Brief: Would you copy out each line of the records below that includes the word "Place"?

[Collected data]
⁂

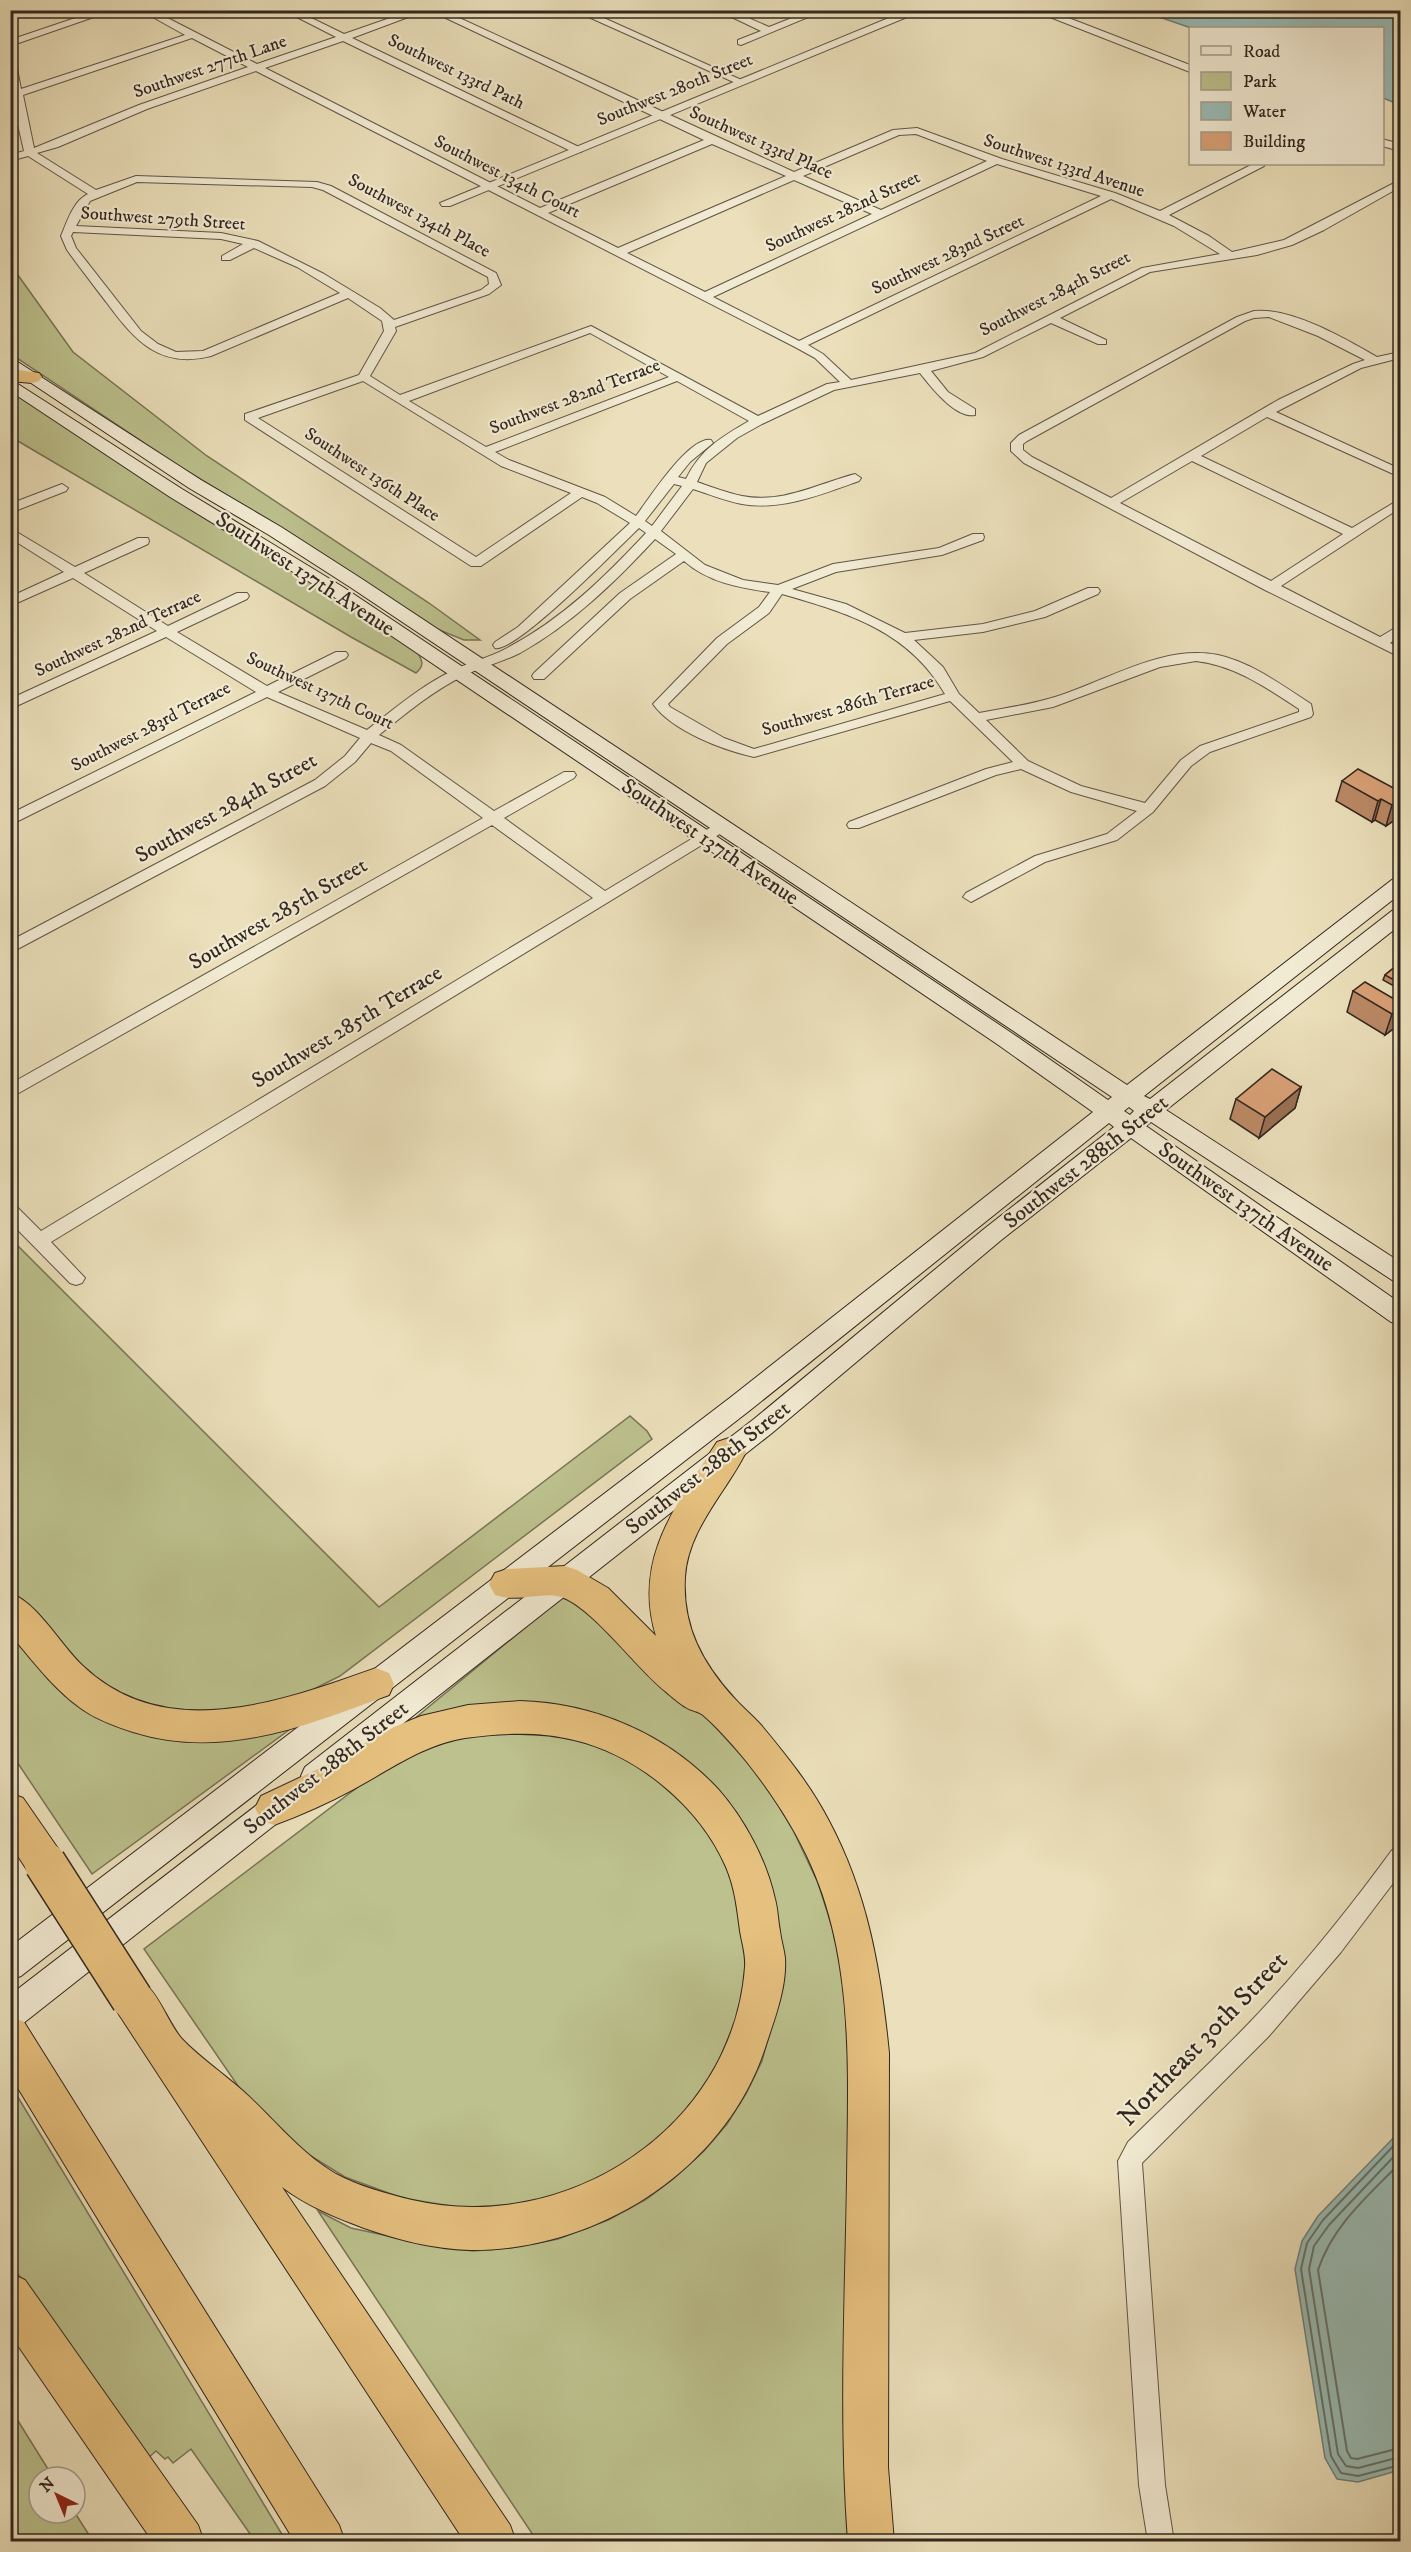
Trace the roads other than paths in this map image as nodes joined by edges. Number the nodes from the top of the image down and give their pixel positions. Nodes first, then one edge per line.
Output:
1 (110, 10) edge
2 (144, 10) edge
3 (287, 10) edge
4 (423, 10) edge
5 (433, 10) edge
6 (577, 10) edge
7 (721, 10) edge
8 (821, 10) edge
9 (919, 10) edge
10 (1037, 10) edge
11 (769, 31) junction
12 (193, 35) junction
13 (344, 38) junction
14 (741, 42) dead end
15 (10, 43) edge
16 (10, 59) edge
17 (257, 68) junction
18 (1189, 68) edge
19 (741, 82) junction
20 (16, 94) junction
21 (660, 115) junction
22 (712, 140) junction
23 (1384, 142) edge
24 (1401, 148) edge
25 (577, 150) junction
26 (30, 153) junction
27 (10, 158) edge
28 (997, 160) junction
29 (1258, 165) edge
30 (794, 176) junction
31 (1401, 183) edge
32 (486, 187) junction
33 (95, 194) junction
34 (1111, 195) junction
35 (446, 203) dead end
36 (538, 213) junction
37 (880, 214) junction
38 (1159, 216) junction
39 (69, 229) junction
40 (254, 243) junction
41 (617, 253) junction
42 (1230, 256) junction
43 (226, 258) dead end
44 (348, 294) junction
45 (704, 297) junction
46 (1049, 318) junction
47 (390, 325) junction
48 (1102, 342) dead end
49 (799, 345) junction
50 (1401, 355) edge
51 (1373, 360) junction
52 (10, 362) edge
53 (923, 369) junction
54 (10, 375) edge
55 (32, 377) junction
56 (364, 377) junction
57 (678, 377) junction
58 (848, 383) junction
59 (10, 384) edge
60 (399, 400) junction
61 (971, 412) dead end
62 (1266, 412) junction
63 (758, 421) junction
64 (486, 451) junction
65 (1191, 456) junction
66 (1401, 473) edge
67 (855, 478) dead end
68 (670, 480) junction
69 (690, 484) junction
70 (62, 488) dead end
71 (581, 492) junction
72 (1113, 502) junction
73 (1401, 503) edge
74 (10, 509) edge
75 (638, 522) junction
76 (10, 532) edge
77 (654, 532) junction
78 (1353, 534) junction
79 (978, 537) dead end
80 (143, 542) dead end
81 (685, 554) junction
82 (73, 573) junction
83 (1270, 587) junction
84 (779, 589) junction
85 (1093, 591) dead end
86 (242, 596) dead end
87 (10, 602) edge
88 (1401, 629) edge
89 (166, 630) junction
90 (903, 637) junction
91 (1381, 643) junction
92 (1401, 653) edge
93 (342, 655) dead end
94 (477, 665) junction
95 (458, 674) junction
96 (539, 676) dead end
97 (265, 691) junction
98 (953, 696) junction
99 (10, 705) edge
100 (976, 718) junction
101 (370, 735) junction
102 (1023, 764) junction
103 (569, 775) dead end
104 (1148, 809) junction
105 (492, 819) junction
106 (10, 820) edge
107 (854, 825) dead end
108 (723, 826) junction
109 (704, 837) junction
110 (1401, 884) edge
111 (971, 897) dead end
112 (604, 898) junction
113 (1401, 915) edge
114 (10, 948) edge
115 (924, 974) junction
116 (10, 1092) edge
117 (1129, 1095) junction
118 (1108, 1111) junction
119 (1153, 1111) junction
120 (1131, 1127) junction
121 (10, 1211) edge
122 (40, 1240) junction
123 (1401, 1274) edge
124 (76, 1278) dead end
125 (1401, 1315) edge
126 (729, 1452) junction
127 (565, 1581) junction
128 (507, 1584) junction
129 (10, 1608) edge
130 (376, 1684) junction
131 (722, 1711) junction
132 (274, 1808) junction
133 (10, 1810) edge
134 (1401, 1857) edge
135 (10, 1966) edge
136 (10, 2014) edge
137 (10, 2036) edge
138 (169, 2055) junction
139 (10, 2295) edge
140 (181, 2541) edge
141 (322, 2541) edge
142 (493, 2541) edge
143 (871, 2541) edge
144 (1161, 2541) edge

1 - 15 street
2 - 12 street, Southwest 134th Court
3 - 13 street, Southwest 133rd Path
4 - 13 street, Southwest 277th Lane
5 - 21 street, Southwest 133rd Place
6 - 19 street
7 - 11 street
8 - 11 street
9 - 19 street, Southwest 280th Street
10 - 18 street
11 - 14 street
12 - 17 street, Southwest 134th Court
12 - 20 street
13 - 17 street, Southwest 277th Lane
13 - 25 street, Southwest 133rd Path
16 - 20 street
17 - 26 street, Southwest 277th Lane
17 - 32 street, Southwest 134th Court
19 - 21 street, Southwest 280th Street
20 - 26 street
21 - 22 street, Southwest 133rd Place
21 - 25 street, Southwest 280th Street
22 - 30 street, Southwest 133rd Place
22 - 36 street
23 - 24 street
25 - 32 street, Southwest 280th Street
26 - 27 street, Southwest 277th Lane
26 - 33 street
28 - 30 street, Southwest 133rd Avenue
28 - 34 street, Southwest 133rd Avenue
28 - 37 street, Southwest 282nd Street
29 - 38 street
30 - 37 street, Southwest 133rd Place
30 - 41 street
31 - 42 street, Southwest 284th Street
32 - 35 street, Southwest 280th Street
32 - 36 street, Southwest 134th Court
33 - 39 street
33 - 47 street, Southwest 134th Place
34 - 38 street, Southwest 133rd Avenue
34 - 49 street, Southwest 283nd Street
36 - 41 street, Southwest 134th Court
37 - 45 street, Southwest 282nd Street
38 - 42 street, Southwest 133rd Avenue
39 - 40 street, Southwest 279th Street
39 - 44 street
40 - 43 street
40 - 44 street, Southwest 279th Street
41 - 45 street, Southwest 134th Court
42 - 46 street, Southwest 284th Street
44 - 47 street, Southwest 279th Street
45 - 49 street, Southwest 134th Court
46 - 48 street
46 - 53 street, Southwest 284th Street
47 - 56 street
49 - 58 street, Southwest 134th Court
50 - 51 street
51 - 62 street
51 - 72 street
52 - 55 main road, Southwest 137th Avenue
53 - 58 street, Southwest 284th Street
53 - 61 street
54 - 55 highway
55 - 94 main road, Southwest 137th Avenue
56 - 60 street
56 - 71 street, Southwest 136th Place
57 - 60 street
57 - 63 street
57 - 64 street, Southwest 282nd Terrace
58 - 63 street, Southwest 284th Street
59 - 95 main road, Southwest 137th Avenue
60 - 64 street
62 - 65 street
62 - 66 street
63 - 68 street, Southwest 284th Street
63 - 69 street, Southwest 284th Street
64 - 71 street
65 - 72 street
65 - 78 street
67 - 69 street
68 - 69 street
68 - 75 street, Southwest 284th Street
69 - 77 street, Southwest 284th Street
70 - 74 street
71 - 75 street
72 - 83 street
73 - 78 street
75 - 77 street
75 - 94 street, Southwest 284th Street
76 - 82 street, Southwest 137th Court
77 - 81 street
77 - 94 street, Southwest 284th Street
78 - 83 street
79 - 84 street
80 - 82 street
81 - 84 street
81 - 96 street
82 - 87 street
82 - 89 street, Southwest 137th Court
83 - 91 street
84 - 90 street
84 - 98 street, Southwest 286th Terrace
85 - 90 street
86 - 89 street, Southwest 282nd Terrace
88 - 91 street
89 - 97 street, Southwest 137th Court
89 - 99 street, Southwest 282nd Terrace
90 - 98 street
91 - 92 street
93 - 97 street, Southwest 283rd Terrace
94 - 95 street, Southwest 284th Street
94 - 108 main road, Southwest 137th Avenue
95 - 101 street, Southwest 284th Street
95 - 109 main road, Southwest 137th Avenue
97 - 101 street, Southwest 137th Court
97 - 106 street, Southwest 283rd Terrace
98 - 100 street
100 - 102 street
100 - 104 street
101 - 105 street, Southwest 137th Court
101 - 114 street, Southwest 284th Street
102 - 104 street
102 - 107 street
103 - 105 street, Southwest 285th Street
104 - 111 street
105 - 112 street, Southwest 137th Court
105 - 116 street, Southwest 285th Street
108 - 109 street, Southwest 285th Terrace
108 - 115 main road, Southwest 137th Avenue
109 - 112 street, Southwest 285th Terrace
109 - 115 main road, Southwest 137th Avenue
110 - 117 main road, Southwest 288th Street
112 - 122 street, Southwest 285th Terrace
113 - 119 main road, Southwest 288th Street
115 - 117 main road, Southwest 137th Avenue
115 - 118 main road, Southwest 137th Avenue
117 - 118 main road, Southwest 288th Street
117 - 119 main road, Southwest 137th Avenue
118 - 120 main road, Southwest 137th Avenue
118 - 128 main road, Southwest 288th Street
119 - 120 main road, Southwest 288th Street
119 - 123 main road, Southwest 137th Avenue
120 - 125 main road, Southwest 137th Avenue
120 - 126 main road, Southwest 288th Street
121 - 122 street
122 - 124 street
126 - 127 main road, Southwest 288th Street
126 - 131 highway
127 - 128 highway
127 - 131 highway
127 - 132 main road, Southwest 288th Street
128 - 130 main road, Southwest 288th Street
129 - 130 highway
130 - 135 main road, Southwest 288th Street
131 - 143 highway
132 - 136 main road, Southwest 288th Street
132 - 138 highway
133 - 138 highway, bridge
134 - 144 street, Northeast 30th Street
137 - 141 highway
138 - 142 highway
139 - 140 highway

⁂

The completed task:
5 - 21 street, Southwest 133rd Place
21 - 22 street, Southwest 133rd Place
22 - 30 street, Southwest 133rd Place
30 - 37 street, Southwest 133rd Place
33 - 47 street, Southwest 134th Place
56 - 71 street, Southwest 136th Place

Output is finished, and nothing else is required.